Filter the entries and keep only the lines where the string "roads" appears.

+ + + + +

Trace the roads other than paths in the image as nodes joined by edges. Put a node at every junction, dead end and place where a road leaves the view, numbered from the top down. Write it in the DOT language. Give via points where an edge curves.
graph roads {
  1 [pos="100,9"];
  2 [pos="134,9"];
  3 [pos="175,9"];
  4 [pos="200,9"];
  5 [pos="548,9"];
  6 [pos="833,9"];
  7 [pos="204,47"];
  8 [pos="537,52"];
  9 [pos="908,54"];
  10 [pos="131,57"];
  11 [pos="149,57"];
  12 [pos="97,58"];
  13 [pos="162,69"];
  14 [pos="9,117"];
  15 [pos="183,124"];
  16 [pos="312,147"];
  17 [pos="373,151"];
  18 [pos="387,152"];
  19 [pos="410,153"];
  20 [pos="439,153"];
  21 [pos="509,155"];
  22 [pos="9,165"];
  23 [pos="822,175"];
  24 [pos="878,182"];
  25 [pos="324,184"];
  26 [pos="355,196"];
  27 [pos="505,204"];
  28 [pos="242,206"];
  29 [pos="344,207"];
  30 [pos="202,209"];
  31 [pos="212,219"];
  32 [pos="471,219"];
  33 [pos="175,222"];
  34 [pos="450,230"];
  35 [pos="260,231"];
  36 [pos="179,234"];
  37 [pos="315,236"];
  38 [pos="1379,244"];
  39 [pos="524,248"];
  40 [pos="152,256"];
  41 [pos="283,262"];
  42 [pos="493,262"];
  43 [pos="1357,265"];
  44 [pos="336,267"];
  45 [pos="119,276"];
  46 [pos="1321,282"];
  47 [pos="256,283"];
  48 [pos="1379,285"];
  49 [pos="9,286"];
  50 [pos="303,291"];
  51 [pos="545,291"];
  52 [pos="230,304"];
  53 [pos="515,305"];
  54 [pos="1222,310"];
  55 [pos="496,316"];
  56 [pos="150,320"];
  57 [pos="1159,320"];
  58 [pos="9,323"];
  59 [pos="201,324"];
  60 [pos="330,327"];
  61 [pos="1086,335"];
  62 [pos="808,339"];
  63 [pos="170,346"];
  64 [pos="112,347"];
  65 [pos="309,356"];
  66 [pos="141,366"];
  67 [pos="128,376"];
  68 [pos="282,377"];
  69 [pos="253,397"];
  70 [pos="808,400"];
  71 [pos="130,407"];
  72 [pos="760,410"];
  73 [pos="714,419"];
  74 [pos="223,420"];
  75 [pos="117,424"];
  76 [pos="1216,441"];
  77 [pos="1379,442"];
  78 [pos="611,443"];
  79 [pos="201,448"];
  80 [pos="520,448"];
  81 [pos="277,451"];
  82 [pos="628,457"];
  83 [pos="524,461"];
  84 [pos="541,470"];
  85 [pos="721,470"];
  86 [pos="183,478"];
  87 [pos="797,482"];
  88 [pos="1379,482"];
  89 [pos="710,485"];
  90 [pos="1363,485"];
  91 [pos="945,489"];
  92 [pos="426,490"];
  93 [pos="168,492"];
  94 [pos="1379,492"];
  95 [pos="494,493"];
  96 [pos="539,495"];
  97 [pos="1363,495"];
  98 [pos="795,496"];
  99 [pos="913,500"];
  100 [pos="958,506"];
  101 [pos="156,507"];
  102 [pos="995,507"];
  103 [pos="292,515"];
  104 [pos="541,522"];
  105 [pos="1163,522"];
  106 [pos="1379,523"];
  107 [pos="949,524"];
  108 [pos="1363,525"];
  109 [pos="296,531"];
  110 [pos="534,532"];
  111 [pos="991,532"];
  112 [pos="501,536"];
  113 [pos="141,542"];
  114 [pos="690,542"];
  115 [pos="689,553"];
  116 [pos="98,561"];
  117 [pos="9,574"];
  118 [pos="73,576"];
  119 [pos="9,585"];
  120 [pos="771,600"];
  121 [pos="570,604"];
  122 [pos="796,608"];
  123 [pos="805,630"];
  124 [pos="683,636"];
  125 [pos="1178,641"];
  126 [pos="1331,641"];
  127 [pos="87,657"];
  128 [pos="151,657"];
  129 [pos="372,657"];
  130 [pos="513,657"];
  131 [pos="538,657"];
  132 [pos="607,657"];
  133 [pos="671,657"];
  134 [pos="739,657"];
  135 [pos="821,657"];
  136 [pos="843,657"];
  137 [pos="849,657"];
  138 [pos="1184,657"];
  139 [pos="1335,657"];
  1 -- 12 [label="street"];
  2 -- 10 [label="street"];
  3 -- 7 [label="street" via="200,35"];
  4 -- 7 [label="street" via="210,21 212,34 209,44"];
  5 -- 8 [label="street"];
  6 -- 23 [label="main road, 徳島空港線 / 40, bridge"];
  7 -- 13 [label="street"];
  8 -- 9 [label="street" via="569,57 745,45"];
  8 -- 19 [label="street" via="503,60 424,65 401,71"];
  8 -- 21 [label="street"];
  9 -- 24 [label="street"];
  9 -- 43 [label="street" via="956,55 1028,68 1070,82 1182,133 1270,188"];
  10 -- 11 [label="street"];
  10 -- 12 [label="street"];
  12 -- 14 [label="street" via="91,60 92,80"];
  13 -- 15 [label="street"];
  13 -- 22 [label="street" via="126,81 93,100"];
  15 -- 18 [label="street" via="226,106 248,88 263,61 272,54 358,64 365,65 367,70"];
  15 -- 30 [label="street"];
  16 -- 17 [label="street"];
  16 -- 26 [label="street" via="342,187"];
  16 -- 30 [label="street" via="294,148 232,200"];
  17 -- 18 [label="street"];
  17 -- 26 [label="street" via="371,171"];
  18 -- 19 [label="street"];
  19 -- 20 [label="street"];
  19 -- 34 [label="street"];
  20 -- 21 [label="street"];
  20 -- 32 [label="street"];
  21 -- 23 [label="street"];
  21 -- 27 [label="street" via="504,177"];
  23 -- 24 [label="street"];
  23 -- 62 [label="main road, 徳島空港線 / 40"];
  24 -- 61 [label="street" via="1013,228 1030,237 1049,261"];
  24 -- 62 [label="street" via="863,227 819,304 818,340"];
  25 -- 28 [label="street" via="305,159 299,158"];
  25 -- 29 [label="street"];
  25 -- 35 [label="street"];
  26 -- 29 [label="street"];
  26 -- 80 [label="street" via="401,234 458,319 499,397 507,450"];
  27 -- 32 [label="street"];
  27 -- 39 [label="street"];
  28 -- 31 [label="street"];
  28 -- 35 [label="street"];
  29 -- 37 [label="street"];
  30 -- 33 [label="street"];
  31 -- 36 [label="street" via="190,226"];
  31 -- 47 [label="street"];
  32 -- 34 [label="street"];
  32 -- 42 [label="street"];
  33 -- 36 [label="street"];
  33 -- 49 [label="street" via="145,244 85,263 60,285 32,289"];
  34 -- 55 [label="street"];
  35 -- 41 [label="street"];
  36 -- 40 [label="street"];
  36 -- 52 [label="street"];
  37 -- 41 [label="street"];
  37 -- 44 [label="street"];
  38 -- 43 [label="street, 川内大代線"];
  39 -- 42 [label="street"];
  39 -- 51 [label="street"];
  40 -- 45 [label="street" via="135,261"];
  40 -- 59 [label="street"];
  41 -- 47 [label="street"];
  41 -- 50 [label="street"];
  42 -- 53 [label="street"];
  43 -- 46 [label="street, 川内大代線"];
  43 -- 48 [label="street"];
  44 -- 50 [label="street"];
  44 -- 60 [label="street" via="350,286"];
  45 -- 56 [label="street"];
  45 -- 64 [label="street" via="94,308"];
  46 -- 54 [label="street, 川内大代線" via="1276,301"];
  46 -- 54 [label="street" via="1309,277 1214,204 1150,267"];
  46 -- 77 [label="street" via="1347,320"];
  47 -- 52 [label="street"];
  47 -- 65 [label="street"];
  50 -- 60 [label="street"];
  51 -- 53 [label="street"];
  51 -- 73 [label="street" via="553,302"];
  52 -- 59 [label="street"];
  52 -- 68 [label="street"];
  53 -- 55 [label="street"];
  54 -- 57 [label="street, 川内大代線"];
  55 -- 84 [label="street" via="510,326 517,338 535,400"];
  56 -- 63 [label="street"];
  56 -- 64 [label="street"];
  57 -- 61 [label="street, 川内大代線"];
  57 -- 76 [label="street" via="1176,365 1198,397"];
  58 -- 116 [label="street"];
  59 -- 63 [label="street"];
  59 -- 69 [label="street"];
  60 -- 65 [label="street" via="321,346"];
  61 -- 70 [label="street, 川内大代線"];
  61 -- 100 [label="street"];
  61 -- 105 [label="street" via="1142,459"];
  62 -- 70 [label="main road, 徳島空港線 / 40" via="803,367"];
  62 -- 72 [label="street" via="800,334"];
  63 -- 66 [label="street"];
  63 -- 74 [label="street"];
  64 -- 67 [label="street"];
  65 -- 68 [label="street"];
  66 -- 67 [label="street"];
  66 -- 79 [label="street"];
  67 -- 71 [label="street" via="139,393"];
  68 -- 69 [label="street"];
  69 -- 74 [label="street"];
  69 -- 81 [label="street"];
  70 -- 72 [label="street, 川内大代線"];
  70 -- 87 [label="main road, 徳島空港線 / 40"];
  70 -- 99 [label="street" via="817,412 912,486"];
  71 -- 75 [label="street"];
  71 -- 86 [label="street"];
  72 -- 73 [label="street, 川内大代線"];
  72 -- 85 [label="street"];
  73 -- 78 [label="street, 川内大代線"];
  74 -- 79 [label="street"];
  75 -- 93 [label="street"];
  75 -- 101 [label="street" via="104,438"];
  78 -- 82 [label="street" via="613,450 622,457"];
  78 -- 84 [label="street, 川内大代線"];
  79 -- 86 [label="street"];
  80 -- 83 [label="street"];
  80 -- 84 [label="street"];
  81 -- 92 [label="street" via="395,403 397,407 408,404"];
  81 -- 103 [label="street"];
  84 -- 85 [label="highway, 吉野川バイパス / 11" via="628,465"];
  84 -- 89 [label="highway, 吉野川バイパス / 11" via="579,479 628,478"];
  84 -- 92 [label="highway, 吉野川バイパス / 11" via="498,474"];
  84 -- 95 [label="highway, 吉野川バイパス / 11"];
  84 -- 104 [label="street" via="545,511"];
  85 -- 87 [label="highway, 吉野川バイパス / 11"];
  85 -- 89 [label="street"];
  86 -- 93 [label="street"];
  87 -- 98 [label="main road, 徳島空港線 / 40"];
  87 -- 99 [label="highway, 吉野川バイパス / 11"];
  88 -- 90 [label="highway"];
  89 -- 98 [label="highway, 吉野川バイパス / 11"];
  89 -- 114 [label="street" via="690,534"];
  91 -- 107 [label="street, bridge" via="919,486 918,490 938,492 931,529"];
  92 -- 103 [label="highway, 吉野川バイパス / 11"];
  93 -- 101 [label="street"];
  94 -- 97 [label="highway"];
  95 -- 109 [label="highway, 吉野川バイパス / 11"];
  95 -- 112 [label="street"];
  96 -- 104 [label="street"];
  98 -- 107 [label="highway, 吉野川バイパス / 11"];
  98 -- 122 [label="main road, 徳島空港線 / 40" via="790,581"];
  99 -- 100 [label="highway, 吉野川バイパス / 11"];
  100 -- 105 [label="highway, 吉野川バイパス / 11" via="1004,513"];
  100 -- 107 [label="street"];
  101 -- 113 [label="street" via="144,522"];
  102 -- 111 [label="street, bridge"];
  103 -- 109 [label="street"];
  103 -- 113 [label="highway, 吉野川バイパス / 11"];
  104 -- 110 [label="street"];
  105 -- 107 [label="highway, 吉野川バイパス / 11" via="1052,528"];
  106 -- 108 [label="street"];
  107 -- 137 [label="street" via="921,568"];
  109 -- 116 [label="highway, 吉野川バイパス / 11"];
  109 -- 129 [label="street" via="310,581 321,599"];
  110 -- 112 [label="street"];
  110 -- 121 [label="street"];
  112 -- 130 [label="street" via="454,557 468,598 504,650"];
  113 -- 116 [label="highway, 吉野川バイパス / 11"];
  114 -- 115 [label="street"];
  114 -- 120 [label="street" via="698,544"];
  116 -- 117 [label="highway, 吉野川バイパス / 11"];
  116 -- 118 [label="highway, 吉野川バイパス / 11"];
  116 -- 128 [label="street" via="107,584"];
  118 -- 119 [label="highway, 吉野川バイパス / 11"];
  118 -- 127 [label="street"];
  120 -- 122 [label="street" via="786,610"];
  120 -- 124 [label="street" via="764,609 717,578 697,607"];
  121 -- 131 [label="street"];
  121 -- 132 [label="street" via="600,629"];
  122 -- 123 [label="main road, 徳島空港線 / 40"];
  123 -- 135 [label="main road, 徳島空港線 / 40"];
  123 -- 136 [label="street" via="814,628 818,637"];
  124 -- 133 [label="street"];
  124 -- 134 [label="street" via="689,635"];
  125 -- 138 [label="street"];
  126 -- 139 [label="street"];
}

+ + + + +

◆ **EXERCISE ANSWER**
Trace the roads other than paths in the image as nodes joined by edges. Put a node at every junction, dead end and place where a road leaves the view, numbered from the top down. Write it in the DOT language. Give via points where an edge curves.
graph roads {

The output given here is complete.